▶ What is being asked
Search the material below for the string "inset" and copy each line where it appears.

--- START ---

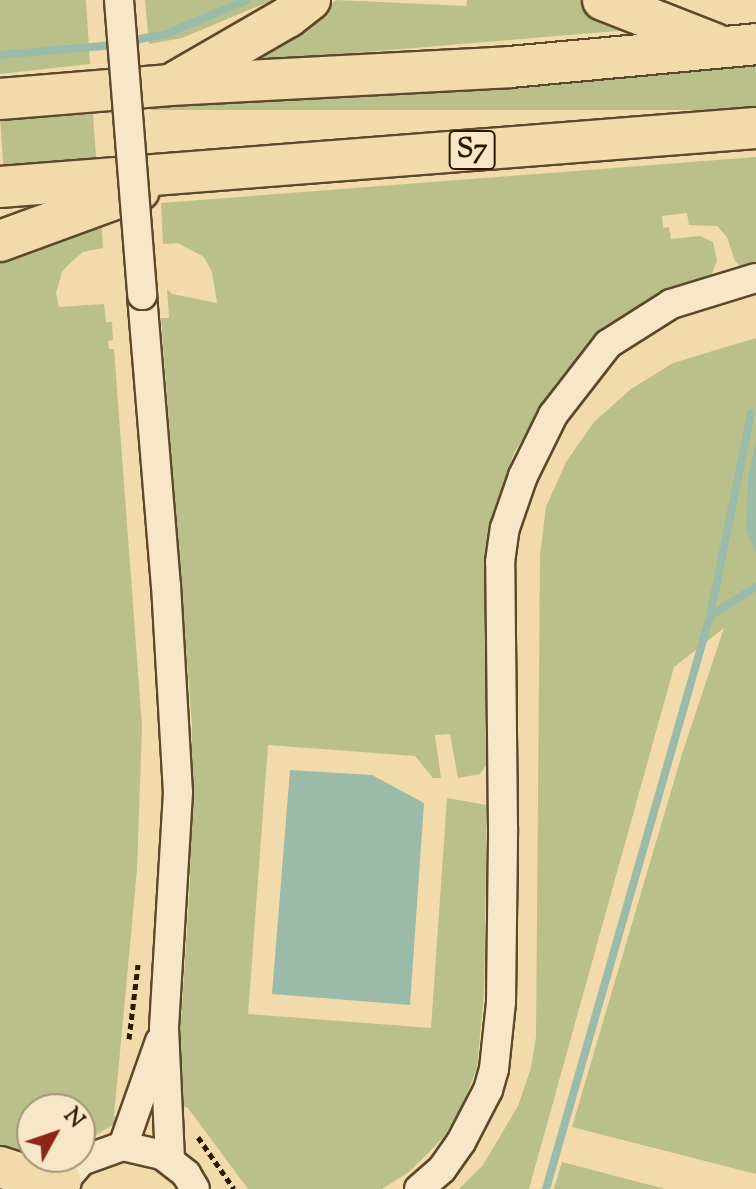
<!DOCTYPE html>
<html>
<head>
<meta charset="utf-8">
<style>
  body { margin:0 }
  #map { position:relative; width:756px; height:1189px; overflow:hidden; background:#f2daaa; font-family:"Sorts Mill Goudy",serif }
  div>[style] { position:absolute }
  .green>* { inset:0; background:#bac089; transform-origin:0 0 }
  .water>* { inset:0; background:#9bbba9 }
  .stream>* { height:8px; margin:-4px; padding:0 4px; transform-origin:4px; border-radius:4px; background:#9bbba9 }
  .path>* { height:5px; margin-top:-2.5px; transform-origin:0; background:repeating-linear-gradient(90deg,#2a1801 0 6px,transparent 0 10px) }
  .roads { filter:drop-shadow(2px 0 #5c482b) drop-shadow(-2px 0 #5c482b) drop-shadow(0 2px #5c482b) drop-shadow(0 -2px #5c482b) }
  .minor>* { height:28px; margin:-14px; padding:0 14px; transform-origin:14px; border-radius:14px; background:#f7e7c8 }
  .highway>* { height:40px; margin:-20px; padding:0 20px; transform-origin:20px; border-radius:20px; background:#f2daaa }
  .bridges { filter:drop-shadow(2px 0 #5c482b) drop-shadow(-2px 0 #5c482b) drop-shadow(0 2px #5c482b) drop-shadow(0 -2px #5c482b) }
  .minor-bridge>* { height:28px; margin:-14px; padding:0 14px; transform-origin:14px; border-radius:14px; background:#f7e7c8 }
  span { translate:-50% -50%; white-space:nowrap; text-align:center; line-height:1.15; -webkit-text-stroke:6px #f7e7c8; paint-order:stroke }
  .shield-label span { padding:2px 6px; background:#f7e7c8; border:2px solid; border-radius:6px; -webkit-text-stroke-width:0 }
  .shield-label { font-size:28px; color:#2a1801; font-weight:700 }
  .north { position:absolute; left:16px; top:1093px; width:80px; height:80px; box-sizing:border-box; background:#f7e7c8; border:2px solid #a59478; border-radius:50%; rotate:50deg; font-size:22px; font-weight:700; line-height:32px; text-align:center; color:#2a1801 }
  .north::after { content:''; display:block; margin:auto; width:28px; height:36px; background:#8f2418; clip-path:polygon(50% 0,100% 100%,50% 72%,0 100%) }
</style>
</head>
<body>
<div id="map">
  <div class="green">
    <i style="clip-path:polygon(0 0,86px 0,90px 64px,0 74px)"></i>
    <i style="clip-path:polygon(145px 0,273px 0,182px 38px,149px 44px)"></i>
    <i style="clip-path:polygon(336px 0,466px 6px,467px 0,580px 0,595px 11px,641px 29px,257px 61px,290px 40px)"></i>
    <i style="left:756px;top:64px;width:46px;height:605px;rotate:90deg"></i>
    <i style="left:93px;top:114px;width:45px;height:93px;rotate:86deg"></i>
    <i style="clip-path:polygon(756px 157px,756px 266px,742px 268px,735px 261px,727px 237px,717px 226px,689px 225px,687px 213px,662px 216px,663px 228px,669px 227px,671px 239px,700px 236px,713px 242px,717px 261px,711px 276px,677px 289px,601px 336px,556px 383px,514px 453px,496px 504px,488px 544px,487px 764px,480px 774px,458px 778px,450px 734px,435px 735px,441px 778px,433px 778px,415px 756px,268px 745px,248px 1014px,431px 1028px,447px 798px,487px 805px,484px 993px,477px 1068px,462px 1106px,443px 1138px,409px 1172px,382px 1189px,248px 1189px,188px 1108px,176px 1103px,190px 881px,192px 725px,161px 318px,169px 318px,167px 289px,172px 294px,217px 303px,212px 272px,204px 257px,178px 243px,163px 244px,161px 203px)"></i>
    <i style="clip-path:polygon(101px 215px,103px 248px,83px 252px,69px 264px,62px 272px,56px 293px,59px 307px,104px 304px,106px 322px,112px 322px,113px 340px,108px 341px,109px 349px,114px 349px,142px 726px,137px 870px,114px 1116px,125px 1118px,80px 1144px,80px 1109px,32px 1109px,32px 1157px,59px 1157px,45px 1161px,0 1151px,0 253px)"></i>
    <i style="clip-path:polygon(756px 338px,756px 1174px,572px 1127px,682px 754px,724px 628px,674px 667px,529px 1189px,459px 1189px,483px 1165px,518px 1106px,531px 1068px,536px 1037px,540px 555px,546px 507px,566px 462px,594px 422px,631px 389px,673px 363px)"></i>
    <i style="clip-path:polygon(562px 1162px,665px 1189px,554px 1189px)"></i>
  </div>
  <div class="water">
    <i style="clip-path:polygon(756px 442px,756px 553px,746px 531px,748px 478px)"></i>
    <i style="clip-path:polygon(290px 770px,372px 775px,424px 803px,410px 1005px,272px 994px)"></i>
  </div>
  <div class="stream">
    <i style="left:0;top:55px;width:103px;rotate:-5deg"></i>
    <i style="left:103px;top:46px;width:64px;rotate:-10.8deg"></i>
    <i style="left:166px;top:34px;width:88px;rotate:-22.8deg"></i>
    <i style="left:710px;top:616px;width:54px;rotate:-32.2deg"></i>
    <i style="left:546px;top:1189px;width:596px;rotate:-74.03deg"></i>
    <i style="left:710px;top:616px;width:207px;rotate:-78.6deg"></i>
  </div>
  <div class="path">
    <i style="left:129px;top:1039px;width:75px;rotate:-83.1deg"></i>
    <i style="left:198px;top:1137px;width:63px;rotate:55.3deg"></i>
  </div>
  <div class="roads">
    <div class="minor">
      <i style="left:142px;top:295px;width:291px;rotate:85.3deg"></i>
      <i style="left:166px;top:585px;width:207px;rotate:86.7deg"></i>
      <i style="left:178px;top:792px;width:236px;rotate:93.4deg"></i>
      <i style="left:164px;top:1028px;width:132px;rotate:87.4deg"></i>
      <i style="left:123px;top:1146px;width:111px;rotate:-70.6deg"></i>
      <i style="left:57px;top:1189px;width:37px;rotate:-49deg"></i>
      <i style="left:81px;top:1161px;width:45px;rotate:-19.7deg"></i>
      <i style="left:123px;top:1146px;width:40px;rotate:13deg"></i>
      <i style="left:162px;top:1155px;width:31px;rotate:38deg"></i>
      <i style="left:186px;top:1174px;width:17px;rotate:59deg"></i>
      <i style="left:419px;top:1189px;width:30px;rotate:-41deg"></i>
      <i style="left:442px;top:1169px;width:33px;rotate:-55deg"></i>
      <i style="left:461px;top:1142px;width:59px;rotate:-62.6deg"></i>
      <i style="left:488px;top:1090px;width:22px;rotate:-74deg"></i>
      <i style="left:494px;top:1069px;width:67px;rotate:-84deg"></i>
      <i style="left:501px;top:1002px;width:174px;rotate:-89.3deg"></i>
      <i style="left:503px;top:828px;width:266px;rotate:-90.6deg"></i>
      <i style="left:500px;top:562px;width:34px;rotate:-82deg"></i>
      <i style="left:505px;top:528px;width:55px;rotate:-70.9deg"></i>
      <i style="left:523px;top:476px;width:68px;rotate:-63.8deg"></i>
      <i style="left:553px;top:415px;width:90px;rotate:-52.2deg"></i>
      <i style="left:608px;top:344px;width:75px;rotate:-32.4deg"></i>
      <i style="left:671px;top:304px;width:89px;rotate:-17deg"></i>
    </div>
    <div class="highway">
      <i style="left:603px;top:0;width:120px;rotate:21.4deg"></i>
      <i style="left:177px;top:81px;width:128px;rotate:-30deg"></i>
      <i style="left:288px;top:17px;width:28px;rotate:-38deg"></i>
      <i style="left:0;top:99px;width:171px;rotate:-4.7deg"></i>
      <i style="left:170px;top:85px;width:340px;rotate:-3deg"></i>
      <i style="left:510px;top:67px;width:247px;rotate:-5.3deg"></i>
      <i style="left:0;top:187px;width:758px;rotate:-4.46deg"></i>
      <i style="left:0;top:241px;width:148px;rotate:-20.1deg"></i>
      <i style="left:0;top:1167px;width:39px;rotate:18deg"></i>
      <i style="left:37px;top:1179px;width:24px;rotate:5deg"></i>
    </div>
  </div>
  <div class="bridges">
    <div class="minor-bridge">
      <i style="left:119px;top:0;width:296px;rotate:85.5deg"></i>
    </div>
  </div>
  <div class="shield-label">
    <span style="left:472px;top:150px">S7</span>
  </div>
  <div class="north">N</div>
</div>
</body>
</html>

--- END ---

▶ Answer section
  .green>* { inset:0; background:#bac089; transform-origin:0 0 }
  .water>* { inset:0; background:#9bbba9 }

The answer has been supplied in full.